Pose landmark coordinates

★ ★ ★ ★ ★

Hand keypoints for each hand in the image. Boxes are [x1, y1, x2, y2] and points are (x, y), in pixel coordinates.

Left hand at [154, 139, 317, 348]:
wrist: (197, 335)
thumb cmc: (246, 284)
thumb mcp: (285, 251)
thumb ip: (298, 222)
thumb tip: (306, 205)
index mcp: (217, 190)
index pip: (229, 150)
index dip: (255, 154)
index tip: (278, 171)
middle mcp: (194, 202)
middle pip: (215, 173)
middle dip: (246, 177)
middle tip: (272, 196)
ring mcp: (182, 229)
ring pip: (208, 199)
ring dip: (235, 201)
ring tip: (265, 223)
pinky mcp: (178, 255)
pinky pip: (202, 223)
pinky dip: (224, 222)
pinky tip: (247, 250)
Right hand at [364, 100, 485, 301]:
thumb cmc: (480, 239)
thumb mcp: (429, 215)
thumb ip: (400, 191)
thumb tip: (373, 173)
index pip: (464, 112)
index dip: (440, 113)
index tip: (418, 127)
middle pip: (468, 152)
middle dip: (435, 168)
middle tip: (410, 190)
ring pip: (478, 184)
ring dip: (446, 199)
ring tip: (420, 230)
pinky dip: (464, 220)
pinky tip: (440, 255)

★ ★ ★ ★ ★

Work instruction: Transcribe every record above exactly as it appears.

Exercise response:
Hand keypoints for each hand in the image. Boxes are [x1, y1, x2, y2] and points are (x, y), in pixel coordinates.

Left hand at [154, 139, 317, 348]:
wrist: (197, 335)
thumb cmc: (246, 284)
thumb mcp: (285, 251)
thumb ip: (298, 222)
thumb tip: (306, 205)
index mcp: (217, 190)
index pip: (229, 150)
index dip: (255, 154)
index tip: (278, 171)
middle mcp: (194, 202)
middle pip: (215, 173)
middle dip: (246, 177)
middle tip: (272, 196)
ring mcp: (182, 229)
ring pip: (208, 199)
ring dip: (235, 201)
ring tip: (265, 223)
pinky mcp: (178, 255)
pinky pip: (202, 223)
pinky dip: (224, 222)
pinky tip: (247, 250)
Right hand at [364, 100, 485, 301]:
thumb cmc: (480, 239)
thumb mcp: (429, 215)
thumb ip: (400, 191)
thumb tip: (373, 173)
index pip: (464, 112)
index dip: (440, 113)
index tip: (418, 127)
middle pip: (468, 152)
middle dip: (435, 168)
middle tip: (410, 190)
ring pip: (478, 184)
ring dip: (446, 199)
ring tip: (420, 230)
pinky dip: (464, 220)
pinky tip: (440, 255)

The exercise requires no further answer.